A new risk-based data analytics initiative at the Securities and Exchange Commission (SEC) has been credited for forming the basis of charges against two publicly traded companies for improper reporting of quarterly earnings per share (EPS).
Interface, a Georgia-based modular carpet manufacturer, and Pennsylvania-based Fulton Financial Corp. agreed to pay fines of $5 million and $1.5 million, respectively, to settle charges that the way they reported their EPS improperly inflated their revenue and stock prices. Two Interface executives were also fined and suspended from appearing before the SEC.
The two enforcement actions are the first to arise from the Division of Enforcement’s EPS initiative, “which utilizes risk-based data analytics to uncover potential accounting and disclosure violations caused by, among other things, earnings management practices,” according to an SEC press release Monday.

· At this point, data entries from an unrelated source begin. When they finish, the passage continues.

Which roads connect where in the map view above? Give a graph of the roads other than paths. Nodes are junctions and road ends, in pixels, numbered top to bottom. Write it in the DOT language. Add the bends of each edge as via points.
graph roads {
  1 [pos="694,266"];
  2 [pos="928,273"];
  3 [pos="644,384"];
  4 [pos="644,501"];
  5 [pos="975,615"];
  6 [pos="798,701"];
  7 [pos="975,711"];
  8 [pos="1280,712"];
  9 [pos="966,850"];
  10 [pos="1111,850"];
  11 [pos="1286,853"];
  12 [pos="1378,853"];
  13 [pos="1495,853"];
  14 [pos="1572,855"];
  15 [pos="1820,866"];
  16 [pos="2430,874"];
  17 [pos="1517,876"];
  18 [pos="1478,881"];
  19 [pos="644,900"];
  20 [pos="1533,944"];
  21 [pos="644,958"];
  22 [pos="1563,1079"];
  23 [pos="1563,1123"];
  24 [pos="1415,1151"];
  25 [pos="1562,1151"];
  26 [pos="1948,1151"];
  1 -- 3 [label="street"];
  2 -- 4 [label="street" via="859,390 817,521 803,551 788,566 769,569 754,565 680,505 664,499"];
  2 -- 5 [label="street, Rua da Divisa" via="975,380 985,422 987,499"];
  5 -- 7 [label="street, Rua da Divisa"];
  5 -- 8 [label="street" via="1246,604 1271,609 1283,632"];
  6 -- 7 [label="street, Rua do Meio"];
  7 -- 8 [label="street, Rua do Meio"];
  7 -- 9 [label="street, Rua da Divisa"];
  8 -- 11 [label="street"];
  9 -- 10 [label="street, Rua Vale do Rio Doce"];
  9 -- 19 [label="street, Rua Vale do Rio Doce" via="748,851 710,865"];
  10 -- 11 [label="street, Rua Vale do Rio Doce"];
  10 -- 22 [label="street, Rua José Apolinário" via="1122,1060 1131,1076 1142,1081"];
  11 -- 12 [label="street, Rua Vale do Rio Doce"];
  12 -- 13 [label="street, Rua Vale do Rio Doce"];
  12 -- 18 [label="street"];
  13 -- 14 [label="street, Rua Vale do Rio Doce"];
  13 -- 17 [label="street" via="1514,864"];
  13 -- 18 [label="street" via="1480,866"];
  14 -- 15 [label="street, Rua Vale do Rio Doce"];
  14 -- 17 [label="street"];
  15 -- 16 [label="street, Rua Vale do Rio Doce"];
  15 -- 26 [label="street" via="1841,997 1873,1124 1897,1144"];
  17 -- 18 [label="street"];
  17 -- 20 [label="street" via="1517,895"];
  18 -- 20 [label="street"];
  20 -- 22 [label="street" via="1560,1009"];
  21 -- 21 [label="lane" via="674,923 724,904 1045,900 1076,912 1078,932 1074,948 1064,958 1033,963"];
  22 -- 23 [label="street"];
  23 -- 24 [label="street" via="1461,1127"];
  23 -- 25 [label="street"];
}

“As demonstrated by today’s actions, we will continue to leverage our internal data analysis tools to identify violations, including evidence of earnings management and other accounting or disclosure improprieties,” stated Stephanie Avakian, director of the SEC’s Division of Enforcement.
In the SEC’s enforcement order, Interface was accused of making “unsupported, manual accounting adjustments that were not compliant with generally accepted accounting practices (GAAP)” that increased the company’s revenue by about $10 million over several quarters in 2015 and 2016, the SEC said. In addition, the company’s former controller and chief accounting officer, Gregory Bauer, was fined $45,000 for directing some of the adjustments, while former CFO Patrick Lynch was fined $70,000 for ordering Bauer to make some of the adjustments, the SEC said.
Bauer and Lynch have also agreed to be suspended from appearing and practicing before the Commission as accountants, which includes not participating in the financial reporting or audits of public companies, the SEC said. Bauer can apply for reinstatement after three years, while Lynch can apply for reinstatement after one year.
Fulton settled allegations that it “inaccurately presented its financial performance in late 2016 and early 2017,” the SEC said. In the enforcement order against Fulton, the SEC said the company misrepresented the economic value of residential mortgage servicing rights to boost its revenue by about $1 million.
“While difficult to detect, improper quarterly adjustments can have a material impact on reported EPS and how investors view a company’s reported financial results,” stated Anita Bandy, an associate director in the Division of Enforcement. “Public companies must have accounting and disclosure controls sufficient to provide reasonable assurance that quarter-end adjustments comply with GAAP and do not hide weaker than expected performance.”
Neither company admitted nor denied the SEC’s findings but agreed to pay the fines.